Keyifle izlediğim Samsun Devlet Opera ve Balesi, Haldun Dormen’in yazdığı ‘Hisseli Harikalar Kumpanyası’ ile hepimizi geçmişe götürdü. Sanat tarihimize utanç sayfası olarak eklenen, bir yangında tamamen kül olan Şan Tiyatrosu’nu hatırlamak yürek dağlasa da, Erol Evgin’li Nevra Serezli’li Mehmet Ali Erbil’li Adile Naşit’li Ayşen Gruda’lı İlyas Salman’lı, Belkıs  Dilligil Asuman Arslan Turgut Boralı Kartal Kaan’lı günlere uzanmak bizi nostalji çadırlarının dayanılmaz hazlarına soktu...

Oldu olacak biraz mesleksel mimari eleştirimi de ekleyeyim.

Uygulama açısından opera ve bale, müzikal, tarihi tiyatrolar… geniş ölçülü mekanlar ister. Bu anlamda salonumuz gayet başarılıydı. Bu geniş mekanlarda orkestra boşluğu sahnenin önünde yer alır ve normu geniştir… Bu salonda ise sergilenen esere göre müzisyenlerin sayısı arttığında orkestra boşluğu maalesef yetersiz kalacaktır.

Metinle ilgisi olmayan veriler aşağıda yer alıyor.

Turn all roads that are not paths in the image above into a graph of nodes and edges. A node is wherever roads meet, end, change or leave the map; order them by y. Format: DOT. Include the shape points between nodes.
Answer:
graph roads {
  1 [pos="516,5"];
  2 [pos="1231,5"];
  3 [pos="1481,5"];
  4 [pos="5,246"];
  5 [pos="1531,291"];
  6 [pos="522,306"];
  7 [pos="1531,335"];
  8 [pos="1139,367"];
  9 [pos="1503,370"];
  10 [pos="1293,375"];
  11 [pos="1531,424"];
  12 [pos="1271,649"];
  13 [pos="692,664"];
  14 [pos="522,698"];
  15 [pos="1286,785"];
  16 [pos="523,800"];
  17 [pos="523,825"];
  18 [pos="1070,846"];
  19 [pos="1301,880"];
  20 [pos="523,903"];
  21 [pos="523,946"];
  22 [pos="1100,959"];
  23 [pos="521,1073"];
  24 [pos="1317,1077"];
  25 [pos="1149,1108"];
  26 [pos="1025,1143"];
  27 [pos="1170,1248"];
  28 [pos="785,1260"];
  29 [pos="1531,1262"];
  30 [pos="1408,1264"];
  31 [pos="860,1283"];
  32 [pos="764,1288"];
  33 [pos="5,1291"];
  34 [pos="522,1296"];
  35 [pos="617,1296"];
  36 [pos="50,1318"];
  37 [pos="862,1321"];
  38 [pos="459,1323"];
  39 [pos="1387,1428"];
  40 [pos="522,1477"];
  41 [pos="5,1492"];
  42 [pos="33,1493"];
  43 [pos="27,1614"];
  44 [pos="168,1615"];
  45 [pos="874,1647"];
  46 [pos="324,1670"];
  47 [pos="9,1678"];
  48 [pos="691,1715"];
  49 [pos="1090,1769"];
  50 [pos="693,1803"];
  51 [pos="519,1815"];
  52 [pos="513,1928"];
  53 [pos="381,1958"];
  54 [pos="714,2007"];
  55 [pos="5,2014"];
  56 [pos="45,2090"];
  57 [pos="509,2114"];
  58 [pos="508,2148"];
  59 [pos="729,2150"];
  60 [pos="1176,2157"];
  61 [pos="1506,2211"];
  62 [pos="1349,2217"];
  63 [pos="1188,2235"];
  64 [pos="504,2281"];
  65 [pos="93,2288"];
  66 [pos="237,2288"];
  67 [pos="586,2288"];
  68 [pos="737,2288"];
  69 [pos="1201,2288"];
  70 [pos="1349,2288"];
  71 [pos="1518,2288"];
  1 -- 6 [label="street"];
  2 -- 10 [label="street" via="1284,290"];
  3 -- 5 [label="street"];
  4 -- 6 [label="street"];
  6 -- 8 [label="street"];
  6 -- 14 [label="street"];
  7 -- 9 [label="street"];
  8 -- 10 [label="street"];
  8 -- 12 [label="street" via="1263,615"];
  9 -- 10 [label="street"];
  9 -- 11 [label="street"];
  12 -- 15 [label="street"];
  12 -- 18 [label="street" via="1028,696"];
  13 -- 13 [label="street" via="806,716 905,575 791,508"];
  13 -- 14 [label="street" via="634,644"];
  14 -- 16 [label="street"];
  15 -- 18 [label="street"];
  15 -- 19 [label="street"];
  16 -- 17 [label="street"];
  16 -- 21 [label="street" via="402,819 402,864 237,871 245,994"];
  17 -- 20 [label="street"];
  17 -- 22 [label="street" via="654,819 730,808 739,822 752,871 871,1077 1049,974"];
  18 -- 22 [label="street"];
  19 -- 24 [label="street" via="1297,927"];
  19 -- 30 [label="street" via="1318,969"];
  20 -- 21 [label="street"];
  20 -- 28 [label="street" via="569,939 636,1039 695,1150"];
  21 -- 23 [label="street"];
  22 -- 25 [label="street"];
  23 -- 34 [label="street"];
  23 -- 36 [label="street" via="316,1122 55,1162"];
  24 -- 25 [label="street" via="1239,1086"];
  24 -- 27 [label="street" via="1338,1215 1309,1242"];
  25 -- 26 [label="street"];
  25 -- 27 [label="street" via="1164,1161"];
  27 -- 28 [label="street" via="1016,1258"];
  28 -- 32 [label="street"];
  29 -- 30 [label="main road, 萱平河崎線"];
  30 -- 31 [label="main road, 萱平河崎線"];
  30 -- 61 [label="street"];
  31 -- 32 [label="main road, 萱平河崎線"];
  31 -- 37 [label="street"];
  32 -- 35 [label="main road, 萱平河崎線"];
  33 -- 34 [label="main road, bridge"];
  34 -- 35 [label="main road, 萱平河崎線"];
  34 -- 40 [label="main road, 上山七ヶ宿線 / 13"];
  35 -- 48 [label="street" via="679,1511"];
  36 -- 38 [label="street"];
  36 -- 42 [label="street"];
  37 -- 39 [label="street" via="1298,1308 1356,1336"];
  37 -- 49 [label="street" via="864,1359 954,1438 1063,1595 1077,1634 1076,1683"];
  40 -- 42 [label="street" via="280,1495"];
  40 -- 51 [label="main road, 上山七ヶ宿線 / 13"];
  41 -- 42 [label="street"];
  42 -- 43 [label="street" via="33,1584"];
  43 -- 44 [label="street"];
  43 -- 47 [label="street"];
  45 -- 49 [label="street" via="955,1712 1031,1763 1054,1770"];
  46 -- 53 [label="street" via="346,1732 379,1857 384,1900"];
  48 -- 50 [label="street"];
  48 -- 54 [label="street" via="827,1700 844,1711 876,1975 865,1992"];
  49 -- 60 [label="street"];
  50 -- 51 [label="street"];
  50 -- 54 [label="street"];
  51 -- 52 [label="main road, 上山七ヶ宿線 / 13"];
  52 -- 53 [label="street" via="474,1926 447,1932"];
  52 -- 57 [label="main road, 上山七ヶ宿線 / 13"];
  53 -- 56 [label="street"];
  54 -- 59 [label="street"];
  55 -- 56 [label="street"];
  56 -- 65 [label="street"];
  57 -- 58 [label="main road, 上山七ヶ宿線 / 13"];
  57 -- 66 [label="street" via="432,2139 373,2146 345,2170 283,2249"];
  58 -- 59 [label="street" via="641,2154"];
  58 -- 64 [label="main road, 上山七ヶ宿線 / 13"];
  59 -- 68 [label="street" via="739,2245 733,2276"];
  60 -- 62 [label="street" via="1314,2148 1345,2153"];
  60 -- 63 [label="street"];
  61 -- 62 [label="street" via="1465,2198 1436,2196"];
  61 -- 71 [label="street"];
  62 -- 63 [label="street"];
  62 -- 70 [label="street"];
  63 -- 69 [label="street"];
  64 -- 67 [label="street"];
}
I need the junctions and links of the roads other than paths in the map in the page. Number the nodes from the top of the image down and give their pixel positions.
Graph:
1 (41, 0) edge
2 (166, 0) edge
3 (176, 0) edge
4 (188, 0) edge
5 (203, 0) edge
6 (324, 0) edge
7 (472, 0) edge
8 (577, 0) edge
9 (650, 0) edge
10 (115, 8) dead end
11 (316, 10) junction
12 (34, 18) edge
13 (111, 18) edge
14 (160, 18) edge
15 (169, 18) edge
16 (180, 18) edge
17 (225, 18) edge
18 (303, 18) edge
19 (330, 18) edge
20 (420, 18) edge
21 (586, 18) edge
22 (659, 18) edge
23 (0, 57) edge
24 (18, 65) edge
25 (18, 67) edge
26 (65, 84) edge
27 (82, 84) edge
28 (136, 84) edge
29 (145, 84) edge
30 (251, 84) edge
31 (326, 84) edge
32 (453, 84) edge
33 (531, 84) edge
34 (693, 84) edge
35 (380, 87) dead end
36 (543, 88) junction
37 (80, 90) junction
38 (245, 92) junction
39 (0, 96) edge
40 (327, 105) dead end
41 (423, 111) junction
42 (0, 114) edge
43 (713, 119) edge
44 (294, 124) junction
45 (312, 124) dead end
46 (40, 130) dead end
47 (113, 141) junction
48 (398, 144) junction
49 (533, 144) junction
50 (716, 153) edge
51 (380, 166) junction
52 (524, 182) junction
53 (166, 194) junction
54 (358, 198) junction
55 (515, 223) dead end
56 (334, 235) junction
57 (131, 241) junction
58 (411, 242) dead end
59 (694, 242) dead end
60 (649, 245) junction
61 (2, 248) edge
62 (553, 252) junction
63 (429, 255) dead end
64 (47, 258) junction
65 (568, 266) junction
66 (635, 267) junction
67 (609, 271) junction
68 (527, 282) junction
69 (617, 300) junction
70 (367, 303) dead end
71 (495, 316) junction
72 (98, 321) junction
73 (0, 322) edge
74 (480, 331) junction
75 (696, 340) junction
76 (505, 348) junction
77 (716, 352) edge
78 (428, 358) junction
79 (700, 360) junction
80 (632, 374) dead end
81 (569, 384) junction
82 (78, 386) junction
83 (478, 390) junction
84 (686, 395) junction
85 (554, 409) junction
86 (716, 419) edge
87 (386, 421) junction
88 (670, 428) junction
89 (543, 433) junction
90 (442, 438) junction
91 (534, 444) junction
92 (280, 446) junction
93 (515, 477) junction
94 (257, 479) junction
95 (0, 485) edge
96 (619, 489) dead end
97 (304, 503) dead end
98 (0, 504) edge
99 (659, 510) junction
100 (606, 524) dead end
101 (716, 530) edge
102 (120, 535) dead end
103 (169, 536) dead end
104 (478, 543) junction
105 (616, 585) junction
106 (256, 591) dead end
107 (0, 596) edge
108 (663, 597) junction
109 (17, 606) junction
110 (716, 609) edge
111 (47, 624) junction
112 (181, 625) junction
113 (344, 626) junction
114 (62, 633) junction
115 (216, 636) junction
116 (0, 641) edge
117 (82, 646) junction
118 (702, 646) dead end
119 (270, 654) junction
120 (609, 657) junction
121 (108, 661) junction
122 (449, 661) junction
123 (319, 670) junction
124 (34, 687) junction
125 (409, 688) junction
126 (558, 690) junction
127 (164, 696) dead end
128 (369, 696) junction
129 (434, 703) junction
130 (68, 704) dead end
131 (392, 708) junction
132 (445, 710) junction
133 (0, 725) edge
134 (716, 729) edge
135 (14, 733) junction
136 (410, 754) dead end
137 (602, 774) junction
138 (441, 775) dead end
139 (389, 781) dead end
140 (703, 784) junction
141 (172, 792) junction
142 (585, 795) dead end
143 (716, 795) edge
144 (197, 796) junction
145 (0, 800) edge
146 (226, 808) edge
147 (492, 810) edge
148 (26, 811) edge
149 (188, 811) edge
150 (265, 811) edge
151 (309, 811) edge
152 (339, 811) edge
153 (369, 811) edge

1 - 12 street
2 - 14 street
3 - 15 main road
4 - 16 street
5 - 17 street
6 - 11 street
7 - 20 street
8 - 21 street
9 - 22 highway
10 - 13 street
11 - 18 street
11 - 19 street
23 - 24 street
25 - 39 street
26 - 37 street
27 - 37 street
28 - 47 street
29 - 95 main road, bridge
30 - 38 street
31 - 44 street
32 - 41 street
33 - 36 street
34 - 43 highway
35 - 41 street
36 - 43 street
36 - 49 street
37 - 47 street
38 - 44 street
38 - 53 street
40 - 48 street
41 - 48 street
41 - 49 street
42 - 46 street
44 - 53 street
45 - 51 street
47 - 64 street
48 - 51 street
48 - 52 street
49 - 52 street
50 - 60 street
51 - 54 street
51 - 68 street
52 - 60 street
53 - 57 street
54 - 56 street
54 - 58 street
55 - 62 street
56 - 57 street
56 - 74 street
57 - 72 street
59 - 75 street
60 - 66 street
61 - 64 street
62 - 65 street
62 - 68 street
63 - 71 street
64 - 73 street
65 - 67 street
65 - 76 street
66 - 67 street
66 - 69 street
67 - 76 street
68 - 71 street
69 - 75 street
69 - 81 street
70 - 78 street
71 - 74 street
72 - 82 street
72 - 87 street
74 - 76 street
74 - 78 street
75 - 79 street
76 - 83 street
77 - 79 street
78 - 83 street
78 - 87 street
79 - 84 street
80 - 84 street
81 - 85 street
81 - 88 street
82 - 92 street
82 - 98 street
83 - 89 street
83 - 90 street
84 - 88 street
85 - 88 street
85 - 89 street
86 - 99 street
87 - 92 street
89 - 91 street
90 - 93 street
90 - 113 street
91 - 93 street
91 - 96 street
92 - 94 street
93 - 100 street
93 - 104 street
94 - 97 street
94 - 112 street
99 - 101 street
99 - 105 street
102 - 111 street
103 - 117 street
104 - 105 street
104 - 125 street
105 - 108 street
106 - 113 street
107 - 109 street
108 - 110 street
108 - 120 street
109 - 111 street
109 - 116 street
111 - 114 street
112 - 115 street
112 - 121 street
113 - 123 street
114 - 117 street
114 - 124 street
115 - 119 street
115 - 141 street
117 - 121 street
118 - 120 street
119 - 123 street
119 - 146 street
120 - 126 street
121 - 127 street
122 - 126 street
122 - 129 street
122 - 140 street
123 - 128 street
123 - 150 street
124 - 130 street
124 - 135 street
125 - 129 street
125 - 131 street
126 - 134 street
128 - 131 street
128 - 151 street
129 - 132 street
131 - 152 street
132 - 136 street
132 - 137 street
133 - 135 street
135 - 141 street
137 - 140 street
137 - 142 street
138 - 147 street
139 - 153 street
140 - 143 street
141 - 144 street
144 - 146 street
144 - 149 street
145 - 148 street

(Bu bağlamda; Bu merkez mekan boyutlarıyla gayet iyi olmasına karşın, orkestra çukurunun darlığı dikkat çekmekte. Planlanırken müzisyenlerin salondan girmesi ve sıkış tepiş oturması göz ardı edilmiş. Bol wc lerin varlığı ise süper.)

Rüzgar gibi geçen samyeli kadar sıcak haftanın özeti işte bu… 

Sanat iyi ki varsın… 

Emeği geçenleri yürekten kutluyorum. Teşekkürler.